Ich hab ihn gesehen, in freier Wildbahn. Einen nicht gedopten Leichtathleten 100m Läufer.
Zwar nur 40m lang, weil dann war er aus dem Kamerabild verschwunden, aber er war da:
Shanahan Sanitoa aus Amerikanisch-Samoa.
Am Ende kam er mit eine Zeit von 12.6 Sekunden ins Ziel. Eine Zeit, so behaupte ich aus eigener Erfahrung, die man man ohne die Verwendung unerlaubter medizinischer Hilfsmittel erreichen kann.

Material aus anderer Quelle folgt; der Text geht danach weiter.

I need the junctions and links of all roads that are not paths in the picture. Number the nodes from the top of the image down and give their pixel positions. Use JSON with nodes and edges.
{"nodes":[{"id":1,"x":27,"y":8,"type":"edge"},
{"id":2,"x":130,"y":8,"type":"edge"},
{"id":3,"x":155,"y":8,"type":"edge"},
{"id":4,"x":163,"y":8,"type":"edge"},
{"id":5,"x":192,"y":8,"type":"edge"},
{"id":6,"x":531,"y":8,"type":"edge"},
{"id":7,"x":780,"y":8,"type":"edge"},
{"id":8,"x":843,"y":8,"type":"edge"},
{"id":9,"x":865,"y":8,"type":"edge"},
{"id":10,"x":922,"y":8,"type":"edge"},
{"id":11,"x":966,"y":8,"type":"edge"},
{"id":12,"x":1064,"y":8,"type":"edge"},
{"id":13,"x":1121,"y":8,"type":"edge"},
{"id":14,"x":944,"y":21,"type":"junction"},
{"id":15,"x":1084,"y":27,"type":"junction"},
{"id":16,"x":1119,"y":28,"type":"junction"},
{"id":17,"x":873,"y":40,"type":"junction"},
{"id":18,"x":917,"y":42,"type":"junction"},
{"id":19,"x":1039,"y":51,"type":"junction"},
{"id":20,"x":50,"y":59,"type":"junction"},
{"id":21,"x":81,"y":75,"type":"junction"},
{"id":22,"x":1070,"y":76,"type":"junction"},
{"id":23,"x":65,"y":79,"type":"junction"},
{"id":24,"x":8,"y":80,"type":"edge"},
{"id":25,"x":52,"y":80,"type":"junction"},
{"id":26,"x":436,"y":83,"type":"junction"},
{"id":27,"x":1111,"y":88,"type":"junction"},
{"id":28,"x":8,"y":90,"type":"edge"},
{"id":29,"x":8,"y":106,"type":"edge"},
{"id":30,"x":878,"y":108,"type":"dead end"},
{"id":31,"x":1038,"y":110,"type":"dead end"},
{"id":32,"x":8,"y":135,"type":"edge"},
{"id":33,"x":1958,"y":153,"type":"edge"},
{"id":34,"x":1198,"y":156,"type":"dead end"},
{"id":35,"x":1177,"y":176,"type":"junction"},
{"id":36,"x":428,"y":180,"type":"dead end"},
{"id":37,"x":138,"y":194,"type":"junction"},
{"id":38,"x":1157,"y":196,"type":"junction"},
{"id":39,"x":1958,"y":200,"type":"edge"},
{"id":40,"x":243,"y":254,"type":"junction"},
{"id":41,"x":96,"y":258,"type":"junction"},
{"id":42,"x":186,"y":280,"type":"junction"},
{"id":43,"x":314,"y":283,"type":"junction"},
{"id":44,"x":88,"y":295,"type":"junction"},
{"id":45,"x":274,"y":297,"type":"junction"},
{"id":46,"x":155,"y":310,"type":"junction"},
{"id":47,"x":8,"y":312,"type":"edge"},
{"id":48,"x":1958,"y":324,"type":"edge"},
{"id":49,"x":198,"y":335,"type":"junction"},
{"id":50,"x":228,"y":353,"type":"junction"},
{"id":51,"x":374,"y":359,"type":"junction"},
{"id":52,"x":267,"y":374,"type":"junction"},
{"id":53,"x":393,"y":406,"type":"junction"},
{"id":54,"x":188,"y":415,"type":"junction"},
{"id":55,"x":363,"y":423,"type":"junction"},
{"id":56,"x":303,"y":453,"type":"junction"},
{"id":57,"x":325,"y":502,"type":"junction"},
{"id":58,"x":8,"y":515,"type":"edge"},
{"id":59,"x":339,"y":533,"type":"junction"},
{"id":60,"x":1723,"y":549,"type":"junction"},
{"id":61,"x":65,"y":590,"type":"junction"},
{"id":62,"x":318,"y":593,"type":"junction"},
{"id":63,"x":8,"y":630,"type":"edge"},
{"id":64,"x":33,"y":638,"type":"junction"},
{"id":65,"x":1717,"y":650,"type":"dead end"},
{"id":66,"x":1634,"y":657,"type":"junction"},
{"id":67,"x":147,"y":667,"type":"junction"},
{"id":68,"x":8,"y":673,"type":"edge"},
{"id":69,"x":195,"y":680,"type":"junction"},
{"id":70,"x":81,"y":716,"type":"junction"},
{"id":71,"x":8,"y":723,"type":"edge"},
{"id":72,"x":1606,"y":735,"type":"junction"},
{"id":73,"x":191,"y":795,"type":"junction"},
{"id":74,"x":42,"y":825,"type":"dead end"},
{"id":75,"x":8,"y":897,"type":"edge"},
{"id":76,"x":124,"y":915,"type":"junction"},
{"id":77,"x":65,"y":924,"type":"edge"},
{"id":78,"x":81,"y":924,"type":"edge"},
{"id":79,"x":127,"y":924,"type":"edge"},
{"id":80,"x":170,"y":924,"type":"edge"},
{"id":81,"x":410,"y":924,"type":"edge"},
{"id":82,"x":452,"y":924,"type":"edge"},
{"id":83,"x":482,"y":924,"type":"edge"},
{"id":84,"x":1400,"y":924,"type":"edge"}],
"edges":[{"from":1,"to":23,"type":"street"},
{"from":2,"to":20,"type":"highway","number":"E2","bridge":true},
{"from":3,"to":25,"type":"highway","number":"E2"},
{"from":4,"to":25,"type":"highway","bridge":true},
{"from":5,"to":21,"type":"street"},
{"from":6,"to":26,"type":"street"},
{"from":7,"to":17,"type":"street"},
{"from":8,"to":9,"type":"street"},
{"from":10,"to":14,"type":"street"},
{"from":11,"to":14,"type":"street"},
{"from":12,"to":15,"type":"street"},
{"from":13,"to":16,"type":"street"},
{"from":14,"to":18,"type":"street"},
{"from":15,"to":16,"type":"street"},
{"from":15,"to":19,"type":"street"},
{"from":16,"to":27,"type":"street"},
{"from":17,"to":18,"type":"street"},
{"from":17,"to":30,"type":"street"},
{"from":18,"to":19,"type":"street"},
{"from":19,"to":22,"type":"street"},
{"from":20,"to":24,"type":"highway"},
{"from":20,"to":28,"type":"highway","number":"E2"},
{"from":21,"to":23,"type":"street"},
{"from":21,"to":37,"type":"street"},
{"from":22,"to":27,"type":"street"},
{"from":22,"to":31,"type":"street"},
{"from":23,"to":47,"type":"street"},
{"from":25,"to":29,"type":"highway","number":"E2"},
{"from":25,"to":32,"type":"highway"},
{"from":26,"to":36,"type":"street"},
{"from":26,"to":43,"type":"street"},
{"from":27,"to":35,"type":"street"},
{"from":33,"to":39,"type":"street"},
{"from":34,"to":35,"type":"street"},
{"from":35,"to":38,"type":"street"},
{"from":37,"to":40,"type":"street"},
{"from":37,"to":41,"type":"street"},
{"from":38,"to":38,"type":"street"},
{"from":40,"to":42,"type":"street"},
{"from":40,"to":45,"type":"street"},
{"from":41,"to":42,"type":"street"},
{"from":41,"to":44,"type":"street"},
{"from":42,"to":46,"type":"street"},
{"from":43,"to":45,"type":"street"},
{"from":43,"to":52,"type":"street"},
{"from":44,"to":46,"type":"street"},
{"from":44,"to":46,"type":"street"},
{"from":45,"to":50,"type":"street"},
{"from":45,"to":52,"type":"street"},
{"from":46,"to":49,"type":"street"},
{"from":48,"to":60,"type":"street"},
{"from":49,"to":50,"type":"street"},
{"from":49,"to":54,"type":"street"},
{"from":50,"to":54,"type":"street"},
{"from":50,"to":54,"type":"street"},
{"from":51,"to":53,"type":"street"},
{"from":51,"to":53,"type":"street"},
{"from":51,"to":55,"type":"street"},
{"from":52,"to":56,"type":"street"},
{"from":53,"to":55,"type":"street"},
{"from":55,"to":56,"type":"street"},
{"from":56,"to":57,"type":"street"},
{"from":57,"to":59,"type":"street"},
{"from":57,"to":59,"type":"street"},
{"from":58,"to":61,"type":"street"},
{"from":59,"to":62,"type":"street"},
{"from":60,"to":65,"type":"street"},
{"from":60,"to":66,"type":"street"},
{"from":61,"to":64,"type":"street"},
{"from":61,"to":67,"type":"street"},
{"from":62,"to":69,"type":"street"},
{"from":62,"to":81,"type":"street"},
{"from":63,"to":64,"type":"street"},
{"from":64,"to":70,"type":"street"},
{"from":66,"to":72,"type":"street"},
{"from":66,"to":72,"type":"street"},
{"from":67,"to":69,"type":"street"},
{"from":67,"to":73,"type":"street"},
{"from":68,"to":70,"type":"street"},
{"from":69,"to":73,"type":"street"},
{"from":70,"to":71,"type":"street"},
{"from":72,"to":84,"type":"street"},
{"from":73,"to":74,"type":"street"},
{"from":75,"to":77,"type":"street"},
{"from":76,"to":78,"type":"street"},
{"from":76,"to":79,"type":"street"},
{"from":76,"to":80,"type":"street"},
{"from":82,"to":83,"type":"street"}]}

Ich behaupte zwar im Umkehrschluss nicht, daß der Rest des Feldes gedopt war, aber Shanahan Sanitoa nehme ich es einfach ab. Denn seine Zeit bin ich in der 10. Klasse auch schon gelaufen, und ich war damals nicht dedopt. Ja, ich war in meiner Laufbahn sogar ungedopt fast eine Sekunde schneller als er, insofern ist er für mich der Held der Olympischen Doping-Spiele. Denn wenn ich ungedopt war, kann er es auch sein.
Nicht die Herren Bolt und Powell die so schön über Blutentzug klagen, nicht dieser hochgezüchtete Schwimmer der von Weltrekord zu Medaille spritzt schwimmt.
Shanahan Sanitoa ist der erste wahre Held dieser für mich unbedeutesten Spiele der Neuzeit.